Teachers and school district administrators agreed to trimming three full days to half-days and eliminating one day — Jan. 30 — that was initially set aside for staff training; students were not scheduled to come to school.
“I think it turned out pretty well, considering there was a pay cut,” said David Updike, president of Sequim Education Association and psychologist at Sequim High School.
Cuts from state sources trimmed teacher salaries by 1.9 percent, triggering a request by the SEA to the district to consider the furloughs.
“We felt furlough was a better way (to make up for the cuts), as long as we could have furlough that would impact students very little,” Updike said.
Half days include Dec. 21, Jan. 13 and Feb. 16. Each of those dates are scheduled before the beginning of long weekends (winter break, the Martin Luther King Jr. holiday and Presidents Day weekend).

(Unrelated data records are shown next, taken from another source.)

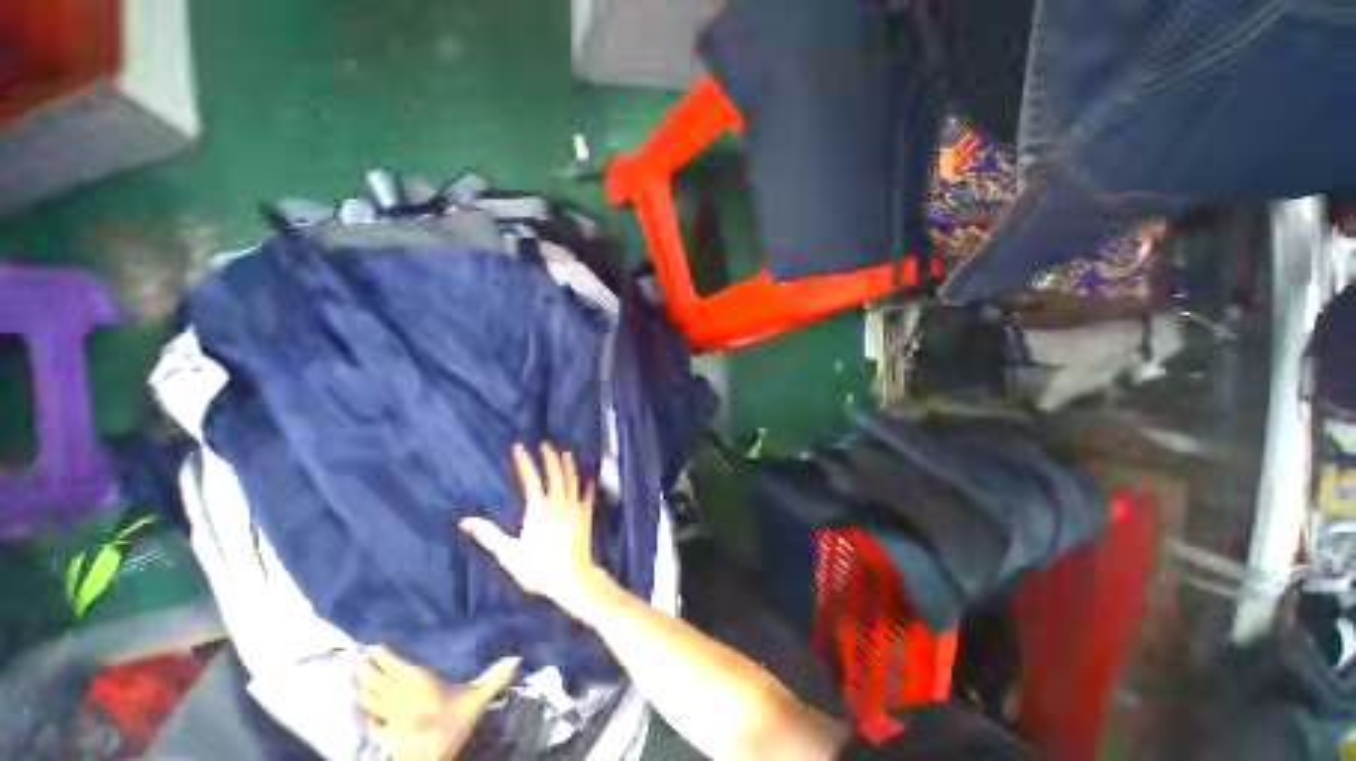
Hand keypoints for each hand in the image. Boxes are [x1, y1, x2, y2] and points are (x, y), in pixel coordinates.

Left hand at [358, 644, 518, 760]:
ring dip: (360, 685)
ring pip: (369, 697)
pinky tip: (362, 712)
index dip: (381, 654)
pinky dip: (365, 714)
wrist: (432, 759)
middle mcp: (399, 695)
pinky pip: (371, 721)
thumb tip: (516, 658)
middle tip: (353, 651)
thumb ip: (492, 678)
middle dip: (364, 666)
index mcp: (418, 682)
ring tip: (353, 673)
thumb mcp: (476, 700)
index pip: (395, 664)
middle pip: (376, 679)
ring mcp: (389, 716)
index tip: (368, 643)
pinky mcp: (386, 734)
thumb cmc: (454, 725)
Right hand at [460, 442, 607, 619]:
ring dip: (568, 465)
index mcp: (539, 509)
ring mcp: (575, 507)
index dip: (524, 461)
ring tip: (566, 452)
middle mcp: (558, 502)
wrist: (572, 579)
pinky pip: (589, 494)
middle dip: (549, 456)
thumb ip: (489, 535)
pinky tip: (590, 476)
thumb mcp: (509, 554)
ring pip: (572, 479)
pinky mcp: (586, 515)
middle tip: (545, 444)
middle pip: (555, 473)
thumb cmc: (538, 568)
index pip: (530, 478)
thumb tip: (465, 522)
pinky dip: (589, 483)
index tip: (518, 446)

The agreement also calls for teachers and staff to receive one personal day during the school year.
Some staffers would need to have a substitute fill in at their classrooms, Updike said.
“Teachers are not required to use that; some probably will, some won’t,” Updike said.
The agreement affects those in the association, including most district certified teachers, therapists (occupational, physical, etc.), psychologists and others. Those not affected include non-certificated staff, such as teacher aides, along with administrators, bus drivers, custodians and other support staff.
Updike notes that teachers also received about 1.1 percent in cuts when state legislators cut two Learning Improvement Days from the calendar in previous years.
Unlike the drama that unfolded in Tacoma, where an eight-day teacher strike caused a national stir, Sequim teachers have remained on the job.
Updike said there was no consideration of a strike by Sequim teachers.
The school district did ask for and received a waiver to trim the school year back to 178 days, two short of the state minimum but allowed by appeal.
Updike said the district didn’t have enough time to implement it for this school year, but because the appeal is good for three years, teachers may consider it for 2012-13 or 2013-14.
A proposal from superintendent Bill Bentley earlier this year to add 10 minutes to the school day has been dropped for now, Updike said.